I'm always amazed that this Web Application Suite actually works



  •  I'm admin of a Suite of 3rd party Web Apps. The thing is the are all still on good old ASP. For one of the Apps we have looked at the new .net version but that one was slower, had less features, a worse UI and was full of bugs.

     Just now and then when I try to figure out something (like now how they use their "special oracle add-on") I have a look at the ASP and VBScript. I'm always amazed that mostly these apps do work. The whole design is so convoluted I still don't really get it but thanks to Notepad++ "Find in Files" you mostly get to were you want to be.

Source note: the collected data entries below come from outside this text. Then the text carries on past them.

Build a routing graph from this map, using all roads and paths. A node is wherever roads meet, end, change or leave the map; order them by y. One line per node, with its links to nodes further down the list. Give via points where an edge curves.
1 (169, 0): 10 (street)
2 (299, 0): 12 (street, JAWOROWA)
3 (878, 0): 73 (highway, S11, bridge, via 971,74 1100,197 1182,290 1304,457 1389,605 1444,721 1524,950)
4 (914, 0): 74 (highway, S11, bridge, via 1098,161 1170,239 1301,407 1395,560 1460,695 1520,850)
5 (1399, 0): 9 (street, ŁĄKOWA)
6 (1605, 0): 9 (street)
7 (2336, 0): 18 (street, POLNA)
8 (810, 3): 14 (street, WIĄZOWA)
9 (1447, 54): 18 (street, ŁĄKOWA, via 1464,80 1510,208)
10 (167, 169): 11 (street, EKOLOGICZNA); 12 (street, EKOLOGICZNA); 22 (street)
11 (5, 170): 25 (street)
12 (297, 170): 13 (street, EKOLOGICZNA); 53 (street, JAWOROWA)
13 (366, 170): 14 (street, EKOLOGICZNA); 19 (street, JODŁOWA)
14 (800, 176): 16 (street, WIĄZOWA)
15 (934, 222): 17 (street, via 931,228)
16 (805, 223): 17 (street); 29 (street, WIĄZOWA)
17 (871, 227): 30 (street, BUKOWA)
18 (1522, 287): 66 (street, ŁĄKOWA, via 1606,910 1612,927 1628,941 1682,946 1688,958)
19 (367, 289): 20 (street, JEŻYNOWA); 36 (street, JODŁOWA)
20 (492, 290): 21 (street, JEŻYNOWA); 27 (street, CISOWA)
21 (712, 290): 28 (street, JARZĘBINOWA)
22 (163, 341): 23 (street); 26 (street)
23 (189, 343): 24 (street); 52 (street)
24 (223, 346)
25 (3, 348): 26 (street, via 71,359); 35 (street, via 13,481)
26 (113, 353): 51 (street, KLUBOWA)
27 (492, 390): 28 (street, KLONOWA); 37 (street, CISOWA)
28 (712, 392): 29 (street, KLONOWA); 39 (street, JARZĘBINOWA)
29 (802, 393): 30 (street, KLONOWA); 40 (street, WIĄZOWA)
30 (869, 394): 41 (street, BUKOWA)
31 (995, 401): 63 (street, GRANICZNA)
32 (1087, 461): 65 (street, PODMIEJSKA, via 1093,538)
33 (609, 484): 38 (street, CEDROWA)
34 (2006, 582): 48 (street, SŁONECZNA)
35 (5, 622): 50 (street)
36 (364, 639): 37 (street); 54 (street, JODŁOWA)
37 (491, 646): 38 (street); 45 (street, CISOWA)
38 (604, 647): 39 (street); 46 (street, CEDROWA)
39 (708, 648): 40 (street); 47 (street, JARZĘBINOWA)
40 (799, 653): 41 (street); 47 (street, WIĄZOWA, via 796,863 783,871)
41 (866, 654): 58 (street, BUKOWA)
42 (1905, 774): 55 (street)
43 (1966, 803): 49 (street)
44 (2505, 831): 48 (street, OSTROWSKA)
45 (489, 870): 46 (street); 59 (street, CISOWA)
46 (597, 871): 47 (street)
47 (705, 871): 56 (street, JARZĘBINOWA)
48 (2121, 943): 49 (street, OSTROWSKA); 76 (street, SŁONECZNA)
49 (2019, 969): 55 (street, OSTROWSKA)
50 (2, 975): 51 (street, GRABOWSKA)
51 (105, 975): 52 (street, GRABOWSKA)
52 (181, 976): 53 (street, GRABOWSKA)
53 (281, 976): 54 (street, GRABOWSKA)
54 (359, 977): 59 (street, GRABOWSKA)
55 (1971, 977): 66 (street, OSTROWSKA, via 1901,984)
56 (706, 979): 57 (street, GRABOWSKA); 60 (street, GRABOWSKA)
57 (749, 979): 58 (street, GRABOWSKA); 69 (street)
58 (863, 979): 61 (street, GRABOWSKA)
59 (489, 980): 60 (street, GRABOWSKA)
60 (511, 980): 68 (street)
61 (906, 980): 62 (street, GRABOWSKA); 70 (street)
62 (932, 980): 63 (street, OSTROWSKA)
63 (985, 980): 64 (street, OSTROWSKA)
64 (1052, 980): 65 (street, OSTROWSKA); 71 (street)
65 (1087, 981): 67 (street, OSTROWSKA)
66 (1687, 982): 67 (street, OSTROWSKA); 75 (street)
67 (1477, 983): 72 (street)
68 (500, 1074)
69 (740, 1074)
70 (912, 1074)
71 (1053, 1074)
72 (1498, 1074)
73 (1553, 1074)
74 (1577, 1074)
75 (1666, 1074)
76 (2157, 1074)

    The whole app is a WTF and you always find something funny. One of the Apps was initially financed by the company I work for so know, like over 10 years after you still always find some references to my company. But what I found today is not a code snippet but a comment and it basically tells you in 1 Line what a big mess this whole thing is:

    [code]'TRM 5/21/2008: Horrible hack to get around Bug-96385, hopefully without affecting the other Web Apps [/code]

    I especially like the "hopefully". My experience is exactly that: They never really test much as in new versions you will always find a couple of bugs in the first 5 min you do some very basic user actions. In one case clicking on "Help" crashed IE and IE is the only officially supported browser. Yes, some parts of the Apps do not Work in Firefox and the UI is mostly garbeled and unusable in Firefox.

     



  • I get what you're saying, I've seen some legacy systems like that... They work, but nobody's brave enough to touch a line of code in them since if you break it (and then ofcourse must fix it), you risk being responsible for said app for the remainder of it's life (or yours, whichever is the shorter). The thing is that the original app has probably had like 100 man-years of testing and debugging, and that some time before you started your career it became "fit for purpose", or maybe the purpose just got sock of waiting and became fit for the software at the time.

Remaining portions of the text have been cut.